Example B: A month ago, I went to buy a ticket to a movie that started at 8:00. I arrived at 8:04. The woman at the box office informed me I couldn't go in because it was after 8:00 and her computer now only printed tickets for the next show at 10:30. "But can't I buy a 10:30 ticket and go in now?" I asked. "No." "Why not?" "Because." "But why? It's the same price, and I've only missed a few minutes." "Because you can't. Next customer." "Are we in Germany?" I said. "I guess so," she said. A friend of mine who was there at the time said, "This theater is full of assholes," and we left the building. As we were standing outside, the woman got up out of her chair, came out of the booth, followed us outside, and said to me, "Excuse me, excuse me. You, here, are the asshole," and then returned to her desk.

Another time I was in a bakery and could smell the delicious perfume of some fresh rolls coming out of the oven. I asked if I could have one, and was told, "These rolls won't be ready for another half-hour." A minute or so later, another person behind the counter said, "Didn't you want one of these fresh rolls? How many do you want. I'll wrap them up for you now."

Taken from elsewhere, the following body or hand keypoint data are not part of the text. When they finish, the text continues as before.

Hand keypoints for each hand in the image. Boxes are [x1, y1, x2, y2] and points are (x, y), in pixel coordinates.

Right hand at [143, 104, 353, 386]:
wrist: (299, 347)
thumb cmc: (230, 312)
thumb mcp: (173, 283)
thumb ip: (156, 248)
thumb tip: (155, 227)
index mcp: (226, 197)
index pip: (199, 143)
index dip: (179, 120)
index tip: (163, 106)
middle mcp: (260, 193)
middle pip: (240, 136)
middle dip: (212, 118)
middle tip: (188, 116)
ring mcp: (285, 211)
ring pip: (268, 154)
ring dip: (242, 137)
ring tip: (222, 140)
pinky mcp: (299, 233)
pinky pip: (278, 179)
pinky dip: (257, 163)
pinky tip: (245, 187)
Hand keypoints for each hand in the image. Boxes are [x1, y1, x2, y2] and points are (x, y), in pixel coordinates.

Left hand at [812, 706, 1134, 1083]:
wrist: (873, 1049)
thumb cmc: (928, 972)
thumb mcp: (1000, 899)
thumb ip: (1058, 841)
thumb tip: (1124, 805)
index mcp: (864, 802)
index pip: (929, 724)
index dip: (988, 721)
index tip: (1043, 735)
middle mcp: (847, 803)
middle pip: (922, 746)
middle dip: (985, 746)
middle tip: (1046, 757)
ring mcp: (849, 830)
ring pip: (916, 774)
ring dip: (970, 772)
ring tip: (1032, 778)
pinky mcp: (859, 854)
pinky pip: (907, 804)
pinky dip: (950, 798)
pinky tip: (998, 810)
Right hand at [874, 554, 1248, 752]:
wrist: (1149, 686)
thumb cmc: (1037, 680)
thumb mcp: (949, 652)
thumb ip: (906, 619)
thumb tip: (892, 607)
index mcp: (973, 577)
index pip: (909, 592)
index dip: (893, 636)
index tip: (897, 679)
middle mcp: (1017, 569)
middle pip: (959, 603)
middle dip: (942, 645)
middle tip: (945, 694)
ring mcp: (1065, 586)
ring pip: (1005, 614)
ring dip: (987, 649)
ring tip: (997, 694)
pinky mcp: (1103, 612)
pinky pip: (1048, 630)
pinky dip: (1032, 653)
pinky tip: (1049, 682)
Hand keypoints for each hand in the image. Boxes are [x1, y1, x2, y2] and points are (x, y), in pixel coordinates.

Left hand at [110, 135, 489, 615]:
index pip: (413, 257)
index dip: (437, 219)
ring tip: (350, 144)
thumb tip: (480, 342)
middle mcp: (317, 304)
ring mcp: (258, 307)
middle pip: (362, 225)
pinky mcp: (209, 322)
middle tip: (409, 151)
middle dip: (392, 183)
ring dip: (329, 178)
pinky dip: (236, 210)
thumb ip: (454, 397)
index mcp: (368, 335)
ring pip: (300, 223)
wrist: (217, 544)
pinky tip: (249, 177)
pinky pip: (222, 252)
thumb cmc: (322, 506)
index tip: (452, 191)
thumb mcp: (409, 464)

This kind of thing happens all the time. Depending on who you talk to and what mood she's in, you'll hear either, "Don't worry about it. Do whatever you want." Or "But you can't do that! It's against The Rules!"

But for me personally, the biggest source of double-ness of this past year has been living here while my partner of over five years remained back in New York. We visited each other every two months or so, taking turns crossing the Atlantic, but life without him hasn't been the same. With every new beautiful thing I see or place I visit or person I meet, the pleasure is that much less sweet because he can't be here to share the experience with me.

Going home, however, doesn't meant the end of double-ness. Though it may stand out in higher relief here in Italy, we in America have plenty of experience with it as well. (For example, fundamentalist Christians who believe abortion is murder while they whole-heartedly back the death penalty.) And maybe that's the lesson I've taken from my year, to take a second look at the mass of self-contradictions we live by, the unswervingly single-minded allegiance we pay to truths (political, religious, sexual, cultural) that seem self-evident, but upon closer examination just don't make sense.